Wednesday, February 13, 2013

Day 308: Australia Day

I've been lucky enough to experience quite a few national holidays, and Australia Day in Sydney promised to be another good one. The weather was still holding up, so I took the bus over to Bondi Beach to spend the morning / early afternoon at the beach. The combination of sun and holiday meant that it was quite busy, with dozens of surfers, and thousands of swimmers. Thousands of swimmers probably sounds like an exaggeration, but it's not. There was some weird world record attempt going on for the longest chain of thongs (As a point of clarification, thongs in Australia would be what North Americans call flip-flops. Keeping track of Australian words of things is only slightly less challenging than learning a new language entirely). They were achieving this by having thousands of large foam thongs that people rushed with into the water, trying to link arms. The process was a bit slow because the waves are substantial and would keep knocking entire rows of people over, but it was entertaining to watch and probably fun to participate in.


From the beach I followed the walking path they have hugging along the coast going south. The walk took me past a few more beaches and eventually to Coogee. From Coogee I cut back inland for a pretty lengthy walk back to Bondi Junction to catch the metro back.




Back at the hostel I met up with some of the others and we decided to go out to Darling Harbor in the evening for the fireworks show.

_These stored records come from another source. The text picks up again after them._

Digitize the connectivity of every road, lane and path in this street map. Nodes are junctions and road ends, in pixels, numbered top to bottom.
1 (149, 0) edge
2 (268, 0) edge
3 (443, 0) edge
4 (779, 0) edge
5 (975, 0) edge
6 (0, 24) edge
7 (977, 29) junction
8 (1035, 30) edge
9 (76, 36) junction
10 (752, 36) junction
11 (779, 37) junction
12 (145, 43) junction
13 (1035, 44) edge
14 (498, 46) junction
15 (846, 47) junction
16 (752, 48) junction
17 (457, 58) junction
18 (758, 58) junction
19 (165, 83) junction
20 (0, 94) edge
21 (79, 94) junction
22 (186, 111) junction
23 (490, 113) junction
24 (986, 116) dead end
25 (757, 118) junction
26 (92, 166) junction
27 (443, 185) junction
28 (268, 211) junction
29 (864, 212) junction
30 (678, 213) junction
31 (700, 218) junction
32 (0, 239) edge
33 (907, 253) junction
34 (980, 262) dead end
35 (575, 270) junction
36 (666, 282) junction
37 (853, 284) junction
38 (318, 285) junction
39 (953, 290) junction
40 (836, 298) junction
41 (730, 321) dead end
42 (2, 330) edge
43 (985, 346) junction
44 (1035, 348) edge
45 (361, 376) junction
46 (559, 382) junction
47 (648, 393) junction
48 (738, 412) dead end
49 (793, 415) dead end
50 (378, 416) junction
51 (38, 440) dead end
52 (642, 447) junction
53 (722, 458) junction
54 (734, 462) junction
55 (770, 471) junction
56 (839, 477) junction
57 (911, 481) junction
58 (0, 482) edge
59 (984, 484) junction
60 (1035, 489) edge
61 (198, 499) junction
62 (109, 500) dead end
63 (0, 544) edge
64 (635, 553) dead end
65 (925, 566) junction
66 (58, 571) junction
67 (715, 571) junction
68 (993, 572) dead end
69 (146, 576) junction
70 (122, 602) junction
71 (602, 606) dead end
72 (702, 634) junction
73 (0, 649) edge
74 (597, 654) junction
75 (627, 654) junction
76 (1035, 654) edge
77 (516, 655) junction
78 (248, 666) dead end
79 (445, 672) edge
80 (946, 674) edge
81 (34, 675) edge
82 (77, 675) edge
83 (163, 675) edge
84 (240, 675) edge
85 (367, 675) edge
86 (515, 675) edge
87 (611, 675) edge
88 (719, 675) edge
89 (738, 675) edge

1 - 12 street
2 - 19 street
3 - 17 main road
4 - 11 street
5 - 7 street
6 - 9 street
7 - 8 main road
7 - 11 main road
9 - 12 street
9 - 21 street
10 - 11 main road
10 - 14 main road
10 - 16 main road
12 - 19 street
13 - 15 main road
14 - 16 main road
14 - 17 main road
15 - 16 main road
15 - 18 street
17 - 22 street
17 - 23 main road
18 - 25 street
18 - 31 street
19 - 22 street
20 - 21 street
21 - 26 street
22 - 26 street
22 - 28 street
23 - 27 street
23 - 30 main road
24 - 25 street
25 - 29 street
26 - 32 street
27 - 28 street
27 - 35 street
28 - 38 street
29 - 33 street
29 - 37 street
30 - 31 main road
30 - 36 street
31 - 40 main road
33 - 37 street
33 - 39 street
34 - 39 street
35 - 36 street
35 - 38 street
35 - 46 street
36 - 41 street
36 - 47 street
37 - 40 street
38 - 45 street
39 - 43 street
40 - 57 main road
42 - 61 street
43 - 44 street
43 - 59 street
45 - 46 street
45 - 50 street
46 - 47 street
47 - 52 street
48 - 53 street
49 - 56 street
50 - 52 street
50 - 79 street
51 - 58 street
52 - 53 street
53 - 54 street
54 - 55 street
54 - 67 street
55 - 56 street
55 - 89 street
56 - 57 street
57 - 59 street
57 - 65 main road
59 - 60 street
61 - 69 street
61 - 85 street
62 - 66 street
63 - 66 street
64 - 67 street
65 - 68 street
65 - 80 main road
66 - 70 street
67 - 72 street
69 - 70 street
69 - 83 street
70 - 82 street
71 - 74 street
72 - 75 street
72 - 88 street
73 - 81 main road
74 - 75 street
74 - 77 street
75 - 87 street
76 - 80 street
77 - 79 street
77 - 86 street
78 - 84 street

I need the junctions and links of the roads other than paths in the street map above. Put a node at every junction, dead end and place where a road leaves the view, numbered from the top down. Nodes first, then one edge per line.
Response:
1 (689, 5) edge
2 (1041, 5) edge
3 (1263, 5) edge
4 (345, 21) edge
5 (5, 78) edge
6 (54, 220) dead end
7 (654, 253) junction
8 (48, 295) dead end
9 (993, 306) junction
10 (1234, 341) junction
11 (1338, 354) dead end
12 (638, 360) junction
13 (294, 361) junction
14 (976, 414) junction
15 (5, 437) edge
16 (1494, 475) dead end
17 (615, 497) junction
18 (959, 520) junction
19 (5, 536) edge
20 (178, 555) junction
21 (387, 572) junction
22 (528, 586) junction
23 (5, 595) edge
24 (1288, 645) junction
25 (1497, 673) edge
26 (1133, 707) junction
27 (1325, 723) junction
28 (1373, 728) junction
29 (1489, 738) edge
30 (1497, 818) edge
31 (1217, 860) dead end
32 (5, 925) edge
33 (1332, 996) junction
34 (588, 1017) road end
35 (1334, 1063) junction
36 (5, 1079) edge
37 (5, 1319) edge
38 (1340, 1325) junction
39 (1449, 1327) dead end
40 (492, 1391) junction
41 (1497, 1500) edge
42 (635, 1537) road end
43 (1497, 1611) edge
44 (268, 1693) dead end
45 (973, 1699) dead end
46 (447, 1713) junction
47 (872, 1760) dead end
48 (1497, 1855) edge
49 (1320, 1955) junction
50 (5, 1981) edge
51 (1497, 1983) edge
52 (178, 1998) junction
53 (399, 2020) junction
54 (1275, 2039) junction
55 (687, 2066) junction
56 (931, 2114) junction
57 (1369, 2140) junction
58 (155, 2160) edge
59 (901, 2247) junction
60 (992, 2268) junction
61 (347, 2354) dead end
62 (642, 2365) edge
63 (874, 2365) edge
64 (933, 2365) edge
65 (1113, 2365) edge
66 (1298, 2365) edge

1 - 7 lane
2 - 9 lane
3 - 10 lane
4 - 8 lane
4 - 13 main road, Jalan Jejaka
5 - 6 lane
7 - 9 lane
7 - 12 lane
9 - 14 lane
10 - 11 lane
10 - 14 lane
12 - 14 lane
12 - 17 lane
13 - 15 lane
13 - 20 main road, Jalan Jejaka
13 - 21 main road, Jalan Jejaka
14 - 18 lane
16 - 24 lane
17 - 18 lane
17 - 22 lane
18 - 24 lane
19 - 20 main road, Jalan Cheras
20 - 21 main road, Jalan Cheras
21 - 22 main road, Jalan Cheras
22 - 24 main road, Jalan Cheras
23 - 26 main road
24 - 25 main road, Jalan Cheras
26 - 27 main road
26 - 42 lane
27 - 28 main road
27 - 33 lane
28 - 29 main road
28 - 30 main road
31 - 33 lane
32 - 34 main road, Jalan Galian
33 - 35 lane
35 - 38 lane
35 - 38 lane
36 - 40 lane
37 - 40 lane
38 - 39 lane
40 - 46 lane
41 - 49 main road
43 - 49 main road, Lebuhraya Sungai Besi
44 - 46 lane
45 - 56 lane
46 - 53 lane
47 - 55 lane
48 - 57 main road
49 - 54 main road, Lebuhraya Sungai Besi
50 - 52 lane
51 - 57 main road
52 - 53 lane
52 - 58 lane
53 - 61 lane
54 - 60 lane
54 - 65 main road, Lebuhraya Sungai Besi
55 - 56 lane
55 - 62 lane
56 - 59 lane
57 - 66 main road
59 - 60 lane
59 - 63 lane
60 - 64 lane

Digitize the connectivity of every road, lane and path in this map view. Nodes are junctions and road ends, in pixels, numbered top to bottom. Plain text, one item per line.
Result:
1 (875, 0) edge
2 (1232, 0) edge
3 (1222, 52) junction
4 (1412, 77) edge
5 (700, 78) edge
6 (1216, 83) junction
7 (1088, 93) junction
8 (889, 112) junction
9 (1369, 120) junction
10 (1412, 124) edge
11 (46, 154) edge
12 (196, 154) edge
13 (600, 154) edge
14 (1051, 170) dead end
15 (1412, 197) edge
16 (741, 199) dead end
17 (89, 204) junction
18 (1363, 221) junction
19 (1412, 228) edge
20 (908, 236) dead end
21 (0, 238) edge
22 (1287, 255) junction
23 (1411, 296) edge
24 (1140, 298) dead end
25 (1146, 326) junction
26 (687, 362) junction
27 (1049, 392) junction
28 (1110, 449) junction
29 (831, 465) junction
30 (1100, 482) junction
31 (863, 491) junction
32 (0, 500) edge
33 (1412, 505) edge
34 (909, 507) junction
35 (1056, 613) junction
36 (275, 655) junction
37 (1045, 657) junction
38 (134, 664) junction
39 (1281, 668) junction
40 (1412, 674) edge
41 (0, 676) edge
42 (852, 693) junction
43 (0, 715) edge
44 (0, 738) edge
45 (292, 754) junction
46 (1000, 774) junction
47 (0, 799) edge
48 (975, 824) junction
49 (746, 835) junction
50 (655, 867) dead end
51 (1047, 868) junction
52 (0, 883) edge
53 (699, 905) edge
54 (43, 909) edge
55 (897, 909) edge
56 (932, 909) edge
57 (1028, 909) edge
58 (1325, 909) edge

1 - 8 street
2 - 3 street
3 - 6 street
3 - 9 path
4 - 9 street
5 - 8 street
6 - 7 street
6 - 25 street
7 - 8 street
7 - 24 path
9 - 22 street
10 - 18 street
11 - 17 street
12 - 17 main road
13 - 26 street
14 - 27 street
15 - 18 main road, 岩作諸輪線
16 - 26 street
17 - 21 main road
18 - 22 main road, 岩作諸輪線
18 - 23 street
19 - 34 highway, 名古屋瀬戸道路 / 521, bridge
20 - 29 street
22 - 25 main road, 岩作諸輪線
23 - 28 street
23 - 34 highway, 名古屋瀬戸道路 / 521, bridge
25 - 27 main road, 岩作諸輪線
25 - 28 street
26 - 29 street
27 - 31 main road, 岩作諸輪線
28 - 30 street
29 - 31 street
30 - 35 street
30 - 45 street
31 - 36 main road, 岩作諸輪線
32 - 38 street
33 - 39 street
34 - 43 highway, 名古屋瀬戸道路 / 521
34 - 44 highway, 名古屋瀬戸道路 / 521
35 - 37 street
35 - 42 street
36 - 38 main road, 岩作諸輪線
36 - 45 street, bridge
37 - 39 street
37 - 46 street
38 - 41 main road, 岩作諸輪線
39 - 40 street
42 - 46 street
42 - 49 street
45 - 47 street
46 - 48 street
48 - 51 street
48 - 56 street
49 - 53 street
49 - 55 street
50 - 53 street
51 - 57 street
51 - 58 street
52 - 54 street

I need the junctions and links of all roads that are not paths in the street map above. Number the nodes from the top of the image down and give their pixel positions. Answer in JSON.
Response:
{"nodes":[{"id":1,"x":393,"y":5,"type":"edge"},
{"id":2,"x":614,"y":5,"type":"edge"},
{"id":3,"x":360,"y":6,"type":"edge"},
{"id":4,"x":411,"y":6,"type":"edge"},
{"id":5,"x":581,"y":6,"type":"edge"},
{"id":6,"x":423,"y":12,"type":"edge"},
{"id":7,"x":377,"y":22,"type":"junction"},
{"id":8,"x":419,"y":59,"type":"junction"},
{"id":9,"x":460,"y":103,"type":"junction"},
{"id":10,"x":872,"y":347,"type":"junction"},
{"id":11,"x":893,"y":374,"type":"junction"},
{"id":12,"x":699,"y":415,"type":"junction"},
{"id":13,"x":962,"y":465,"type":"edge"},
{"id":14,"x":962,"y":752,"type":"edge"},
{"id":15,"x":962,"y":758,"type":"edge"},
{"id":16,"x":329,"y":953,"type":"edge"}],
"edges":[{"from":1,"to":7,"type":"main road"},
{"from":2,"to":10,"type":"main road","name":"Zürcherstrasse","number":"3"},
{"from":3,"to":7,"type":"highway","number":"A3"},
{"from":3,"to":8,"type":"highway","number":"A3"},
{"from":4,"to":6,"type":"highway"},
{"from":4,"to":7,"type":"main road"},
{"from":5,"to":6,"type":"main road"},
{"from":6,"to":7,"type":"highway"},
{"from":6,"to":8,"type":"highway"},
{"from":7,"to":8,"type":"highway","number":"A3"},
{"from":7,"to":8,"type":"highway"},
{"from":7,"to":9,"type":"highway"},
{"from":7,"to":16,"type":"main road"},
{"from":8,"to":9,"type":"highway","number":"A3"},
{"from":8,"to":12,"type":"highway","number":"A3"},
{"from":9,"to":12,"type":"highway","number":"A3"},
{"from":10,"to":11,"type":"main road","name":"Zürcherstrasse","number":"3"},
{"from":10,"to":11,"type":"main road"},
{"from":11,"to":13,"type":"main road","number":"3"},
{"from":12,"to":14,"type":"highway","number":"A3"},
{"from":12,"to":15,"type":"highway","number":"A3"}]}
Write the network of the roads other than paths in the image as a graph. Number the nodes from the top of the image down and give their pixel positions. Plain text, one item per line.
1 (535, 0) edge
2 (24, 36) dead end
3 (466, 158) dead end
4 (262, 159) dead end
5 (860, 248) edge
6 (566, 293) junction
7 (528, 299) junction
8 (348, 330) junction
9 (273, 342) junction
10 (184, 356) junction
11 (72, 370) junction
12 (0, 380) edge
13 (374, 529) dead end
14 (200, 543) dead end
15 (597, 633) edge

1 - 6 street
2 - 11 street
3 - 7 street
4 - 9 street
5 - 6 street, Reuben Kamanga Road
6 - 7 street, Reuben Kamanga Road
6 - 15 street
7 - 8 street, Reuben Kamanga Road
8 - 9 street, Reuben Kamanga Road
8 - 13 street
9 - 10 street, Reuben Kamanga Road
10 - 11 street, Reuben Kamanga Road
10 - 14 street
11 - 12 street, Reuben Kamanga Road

Prior to the fireworks starting they had some tall ships looping through and the most painfully dull event announcer ever running the show. The closest I can think of is a very slow-speaking Mr. Rogers with an Australian accent, repeating things over and over slower and slower because things were taking longer than expected and he refused to let there be quiet. Finally the fireworks started, and it was actually a pretty entertaining show. The two things that made it better than the fireworks I usually see (Canada Day in Toronto, for example) were that it was combined with a harbor laser show a bit like the one in Hong Kong, and that the fireworks were synchronized to music. I found the music actually made it a lot more interesting.


It was quite the crush getting away from the harbor afterwards, but luckily we only had a short walk back and after spending almost an hour slowly working our way out of the crowd the rest of the trip back was easy.